Stored data

* * *

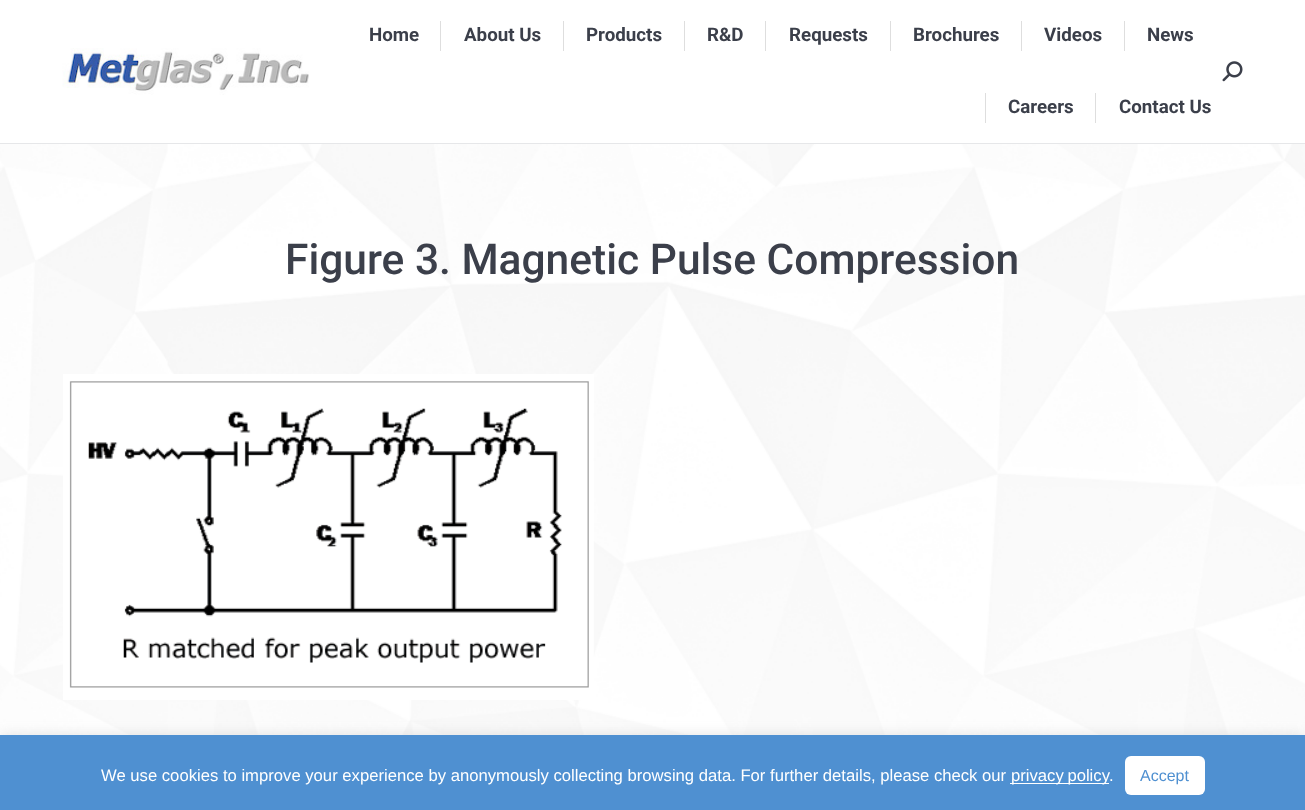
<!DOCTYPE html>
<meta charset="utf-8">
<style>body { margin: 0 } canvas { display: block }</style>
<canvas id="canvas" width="1305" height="810"></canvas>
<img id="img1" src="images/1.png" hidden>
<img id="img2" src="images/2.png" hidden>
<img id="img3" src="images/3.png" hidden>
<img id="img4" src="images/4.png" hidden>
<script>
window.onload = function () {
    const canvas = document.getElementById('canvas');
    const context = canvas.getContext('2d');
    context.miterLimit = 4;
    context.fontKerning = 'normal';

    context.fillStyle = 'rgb(255, 255, 255)';
    context.fillRect(0, 0, 1305, 810);
    context.fillStyle = 'rgb(230, 231, 233)';
    context.fillRect(0, 143, 1305, 1);
    context.drawImage(document.getElementById('img1'), 62, 48, 247, 47);
    context.fillStyle = 'rgb(222, 222, 222)';
    context.fillRect(440, 21, 1, 30);
    context.fillRect(563, 21, 1, 30);
    context.fillRect(684, 21, 1, 30);
    context.fillRect(765, 21, 1, 30);
    context.fillRect(890, 21, 1, 30);
    context.fillRect(1021, 21, 1, 30);
    context.fillRect(1124, 21, 1, 30);
    context.fillRect(985, 93, 1, 30);
    context.fillRect(1095, 93, 1, 30);
    context.drawImage(document.getElementById('img2'), 1222, 61, 21, 21);
    context.drawImage(document.getElementById('img3'), 0, 144, 1305, 591);
    context.drawImage(document.getElementById('img4'), 63, 374, 531, 326);
    context.fillStyle = 'rgba(172, 171, 171, 0.3)';
    context.filter = 'blur(6px)';
    context.beginPath();
    context.rect(0, 734, 1305, 75);
    context.fill();
    context.filter = 'none';
    context.fillStyle = 'rgb(79, 144, 209)';
    context.fillRect(0, 735, 1305, 75);
    context.fillStyle = 'rgb(255, 255, 255)';
    context.fillRect(1010, 783, 99, 1);
    context.beginPath();
    context.roundRect(1125, 756, 80, 39, 6);
    context.fill();
    context.font = 'bold 18.75px Roboto';
    context.fillStyle = 'rgb(59, 63, 74)';
    context.fillText('Home', 369, 41);
    context.fillText('About Us', 464, 41);
    context.fillText('Products', 586, 41);
    context.fillText('R&D', 707, 41);
    context.fillText('Requests', 789, 41);
    context.fillText('Brochures', 913, 41);
    context.fillText('Videos', 1044, 41);
    context.fillText('News', 1147, 41);
    context.fillText('Careers', 1008, 113);
    context.fillText('Contact Us', 1119, 113);
    context.font = '500 42.5px Roboto';
    context.fillText('Figure 3. Magnetic Pulse Compression', 285, 274);
    context.font = '16.67px Liberation Sans';
    context.fillStyle = 'rgb(255, 255, 255)';
    context.fillText('We use cookies to improve your experience by anonymously collecting browsing data. For further details, please check our', 101, 781);
    context.wordSpacing = '-1px';
    context.fillText('privacy policy', 1011, 781);
    context.wordSpacing = '0px';
    context.fillText('.', 1109, 781);
    context.font = '16px Liberation Sans';
    context.fillStyle = 'rgb(79, 144, 209)';
    context.fillText('Accept', 1140, 781);
};
</script>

* * *

### Exercise details
Copy nothing but the lines from the start of the entries through the line with "context.fontKerning = 'normal';". Write them out exactly, without pictures.

### Output
<!DOCTYPE html>
<meta charset="utf-8">
<style>body { margin: 0 } canvas { display: block }</style>
<canvas id="canvas" width="1305" height="810"></canvas>
<img id="img1" src="images/1.png" hidden>
<img id="img2" src="images/2.png" hidden>
<img id="img3" src="images/3.png" hidden>
<img id="img4" src="images/4.png" hidden>
<script>
window.onload = function () {
    const canvas = document.getElementById('canvas');
    const context = canvas.getContext('2d');
    context.miterLimit = 4;
    context.fontKerning = 'normal';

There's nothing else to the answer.